La Fed elevó los tipos de interés hasta una horquilla de 3,75% a 4%, en un mercado atento a la inflación, a los ataques hutíes y a las agresiones contra refinerías en Rusia. (EFE/EPA/RONALD WITTEK)

El precio del petróleo cerró este jueves con una baja generalizada después de que Saudi Aramco confirmara que trabaja para restablecer en cuestión de días buena parte de la capacidad de su oleoducto Este-Oeste, afectado por ataques con drones la semana pasada. La noticia moderó los temores de un desabastecimiento prolongado que había disparado las cotizaciones por encima de los cien dólares el barril.

El barril de brent del mar del Norte, de referencia en Europa, para entrega en noviembre, retrocedió 0,95% y se situó en 104,82 dólares, su nivel más bajo de la semana. La caída representó una resta de 1,01 dólares respecto al cierre de la sesión anterior, cuando había marcado 105,83 dólares. De esta forma, el crudo europeo encadenó dos sesiones consecutivas a la baja y llegó a tocar un mínimo intradía de 101,53 dólares, un descuento superior al 4% frente al cierre del miércoles.

El oleoducto conecta los campos petroleros del este de Arabia Saudita, en el golfo Pérsico, con el puerto de Yanbu, en el mar Rojo, y permite a Riad esquivar el estrecho de Ormuz. Un día antes, según informaciones publicadas, el reino había ofrecido cargamentos adicionales de crudo a través de Omán, lo que alivió momentáneamente los temores de suministro en el mercado.

Los analistas de Mind Energy señalaron que Aramco busca alternativas y estaría ofreciendo “cargas adicionales de crudo vía Omán a fin de disipar las inquietudes vinculadas con las perturbaciones del suministro”. La firma Rapidan Energy, por su parte, estimó que las exportaciones sauditas de petróleo disminuirán en 400.000 barriles diarios este mes debido a la interrupción del oleoducto.

El petróleo intermedio de Texas (WTI), de referencia en Estados Unidos, cerró con una baja de 0,5%, hasta 101,91 dólares el barril, en los contratos de futuros para octubre. La cifra implicó una resta de 0,52 dólares respecto al cierre anterior, en una jornada marcada por las mismas informaciones sobre la oferta saudita de crudo adicional a refinerías asiáticas en los alrededores del estrecho de Ormuz.

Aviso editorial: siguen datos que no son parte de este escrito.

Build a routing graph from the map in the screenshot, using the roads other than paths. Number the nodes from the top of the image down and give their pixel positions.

El precio del petróleo bajó después de que Saudi Aramco confirmara que restablecerá en pocos días parte de la capacidad del oleoducto Este-Oeste. (REUTERS/Ahmed Jadallah/File Photo)

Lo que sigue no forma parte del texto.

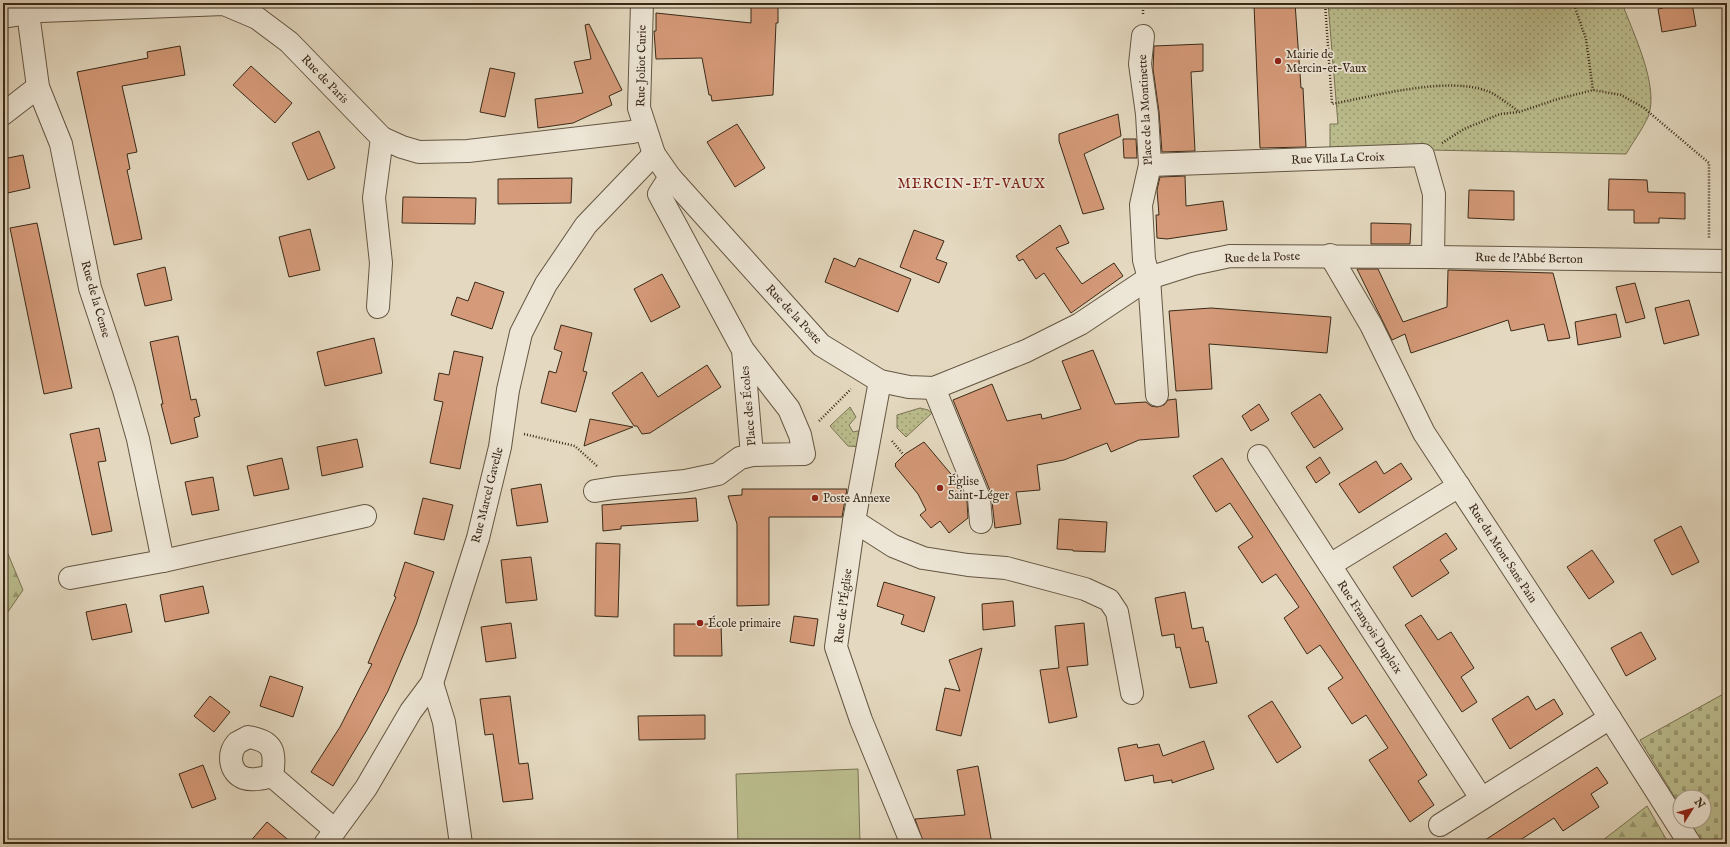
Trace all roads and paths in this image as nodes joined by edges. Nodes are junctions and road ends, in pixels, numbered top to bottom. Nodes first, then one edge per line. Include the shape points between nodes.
1 (642, 3) edge
2 (1326, 3) edge
3 (1572, 3) edge
4 (28, 13) junction
5 (3, 17) edge
6 (1143, 36) dead end
7 (38, 86) junction
8 (1593, 90) junction
9 (1519, 112) junction
10 (3, 114) edge
11 (644, 129) junction
12 (382, 138) junction
13 (654, 154) junction
14 (1423, 155) junction
15 (1150, 165) junction
16 (670, 177) junction
17 (1330, 255) junction
18 (1433, 257) junction
19 (1718, 261) edge
20 (1149, 278) junction
21 (378, 307) dead end
22 (743, 350) junction
23 (880, 381) junction
24 (934, 388) junction
25 (1157, 395) dead end
26 (845, 397) dead end
27 (823, 418) dead end
28 (502, 429) junction
29 (752, 455) junction
30 (1259, 456) dead end
31 (1459, 486) junction
32 (604, 490) joint
33 (365, 516) dead end
34 (854, 521) junction
35 (981, 522) dead end
36 (163, 561) junction
37 (1330, 565) junction
38 (70, 578) dead end
39 (432, 683) junction
40 (1132, 693) dead end
41 (1610, 718) junction
42 (272, 776) dead end
43 (1481, 798) junction
44 (1440, 825) dead end
45 (330, 837) edge
46 (462, 844) edge
47 (912, 844) edge
48 (1690, 844) edge

1 - 11 street, Rue Joliot Curie via 639,108
2 - 9 path via 1332,104 1435,86 1464,85 1488,91
3 - 8 path via 1586,39
4 - 5 street, Rue de Paris
4 - 7 street, Rue de la Cense
4 - 12 street, Rue de Paris via 47,10 224,4 257,18 289,42
6 - 15 street, Place de la Montinette via 1140,64 1147,114
7 - 10 street
7 - 36 street, Rue de la Cense via 61,144 90,288 138,439
8 - 9 path via 1558,98
8 - 19 path via 1621,95 1644,108 1709,163
9 - 14 path via 1500,114 1464,129
11 - 12 street, Rue de Paris via 483,150 435,153 419,152
11 - 13 street, Rue de la Poste
12 - 21 street via 374,198 381,263
13 - 16 street, Rue de la Poste
13 - 28 street, Rue Marcel Gavelle via 586,225 546,284 521,333
14 - 15 street, Rue Villa La Croix
14 - 18 street via 1434,194
15 - 20 street, Place de la Montinette via 1141,205 1144,260
16 - 22 street, Place des Écoles via 659,194
16 - 23 street, Rue de la Poste via 821,345
17 - 18 street, Rue de l'Abbé Berton
17 - 20 street, Rue de la Poste via 1230,256
17 - 31 street, Rue du Mont Sans Pain via 1371,325 1424,433
18 - 19 street, Rue de l'Abbé Berton
20 - 24 street, Rue de la Poste via 1080,324 1054,338
20 - 25 street
22 - 29 street, Place des Écoles
22 - 29 street, Place des Écoles via 789,409 800,435 804,454
23 - 24 street, Rue de la Poste via 910,387
23 - 34 street, Rue de l'Église
24 - 35 street via 979,498
26 - 27 path
28 - 32 path via 575,446 606,475
28 - 39 street, Rue Marcel Gavelle via 478,538
29 - 32 street via 740,458 718,474 685,481
30 - 37 street, Rue François Dupleix
31 - 37 street
31 - 41 street, Rue du Mont Sans Pain
33 - 36 street
34 - 40 street via 893,546 923,558 1006,568 1085,589 1109,600 1117,612
34 - 47 street, Rue de l'Église via 836,647 861,720
36 - 38 street
37 - 43 street, Rue François Dupleix
39 - 45 street, Rue Marcel Gavelle via 411,711 366,788
39 - 46 street via 444,722
41 - 43 street
41 - 48 street, Rue du Mont Sans Pain
42 - 45 street
43 - 44 street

Pese a la baja en los precios, la tensión en la región no cedió. Al menos una persona de nacionalidad yemení murió este jueves como consecuencia de la metralla de un dron lanzado por los rebeldes hutíes de Yemen, que fue interceptado por las fuerzas saudíes en la provincia de Taif, al este de La Meca, informó la Defensa Civil saudí.

Los hutíes han apuntado sobre todo contra intereses petroleros de Riad, en un contexto en que los inversores se mantienen atentos a los distintos focos de conflicto en la región. El analista Tom Essaye advirtió en su informe diario Sevens Report que el petróleo sigue “lo suficientemente sobrevalorado a corto plazo como para que unos titulares más positivos puedan ejercer una presión moderada sobre los precios”.

Arabia Saudita busca recuperar cerca de la mitad de la capacidad del oleoducto Este-Oeste, que transporta unos siete millones de barriles diarios hacia el mar Rojo. (European Union/Copernicus Sentinel-3/Handout via REUTERS)

Essaye agregó que, para que el mercado experimente un alivio real, se necesitan “avances reales no solo hacia un alto el fuego entre Estados Unidos e Irán, sino también hacia la calma en la región, lo que ahora también incluye a los rebeldes hutíes del Yemen”.

La caída del petróleo se produjo un día después de que la Reserva Federal (Fed) anunciara que elevará en un cuarto de punto los tipos de interés, hasta una horquilla entre 3,75% y 4%. La decisión se dio en un momento en que los precios del crudo se habían disparado por encima de los cien dólares el barril, lo que había avivado el temor de los inversores a un aumento persistente de la inflación.

A la incertidumbre generada por los ataques hutíes contra la infraestructura petrolera saudita se sumó la escalada de agresiones contra instalaciones en el marco del conflicto entre Rusia y Ucrania, lo que mantuvo tensa la situación en el mercado de productos refinados. El analista de Global Risk Management, Arne Lohmann Rasmussen, afirmó: “En Rusia, las refinerías de Syzran y Sarátov han detenido su producción a raíz de ataques con drones ucranianos”.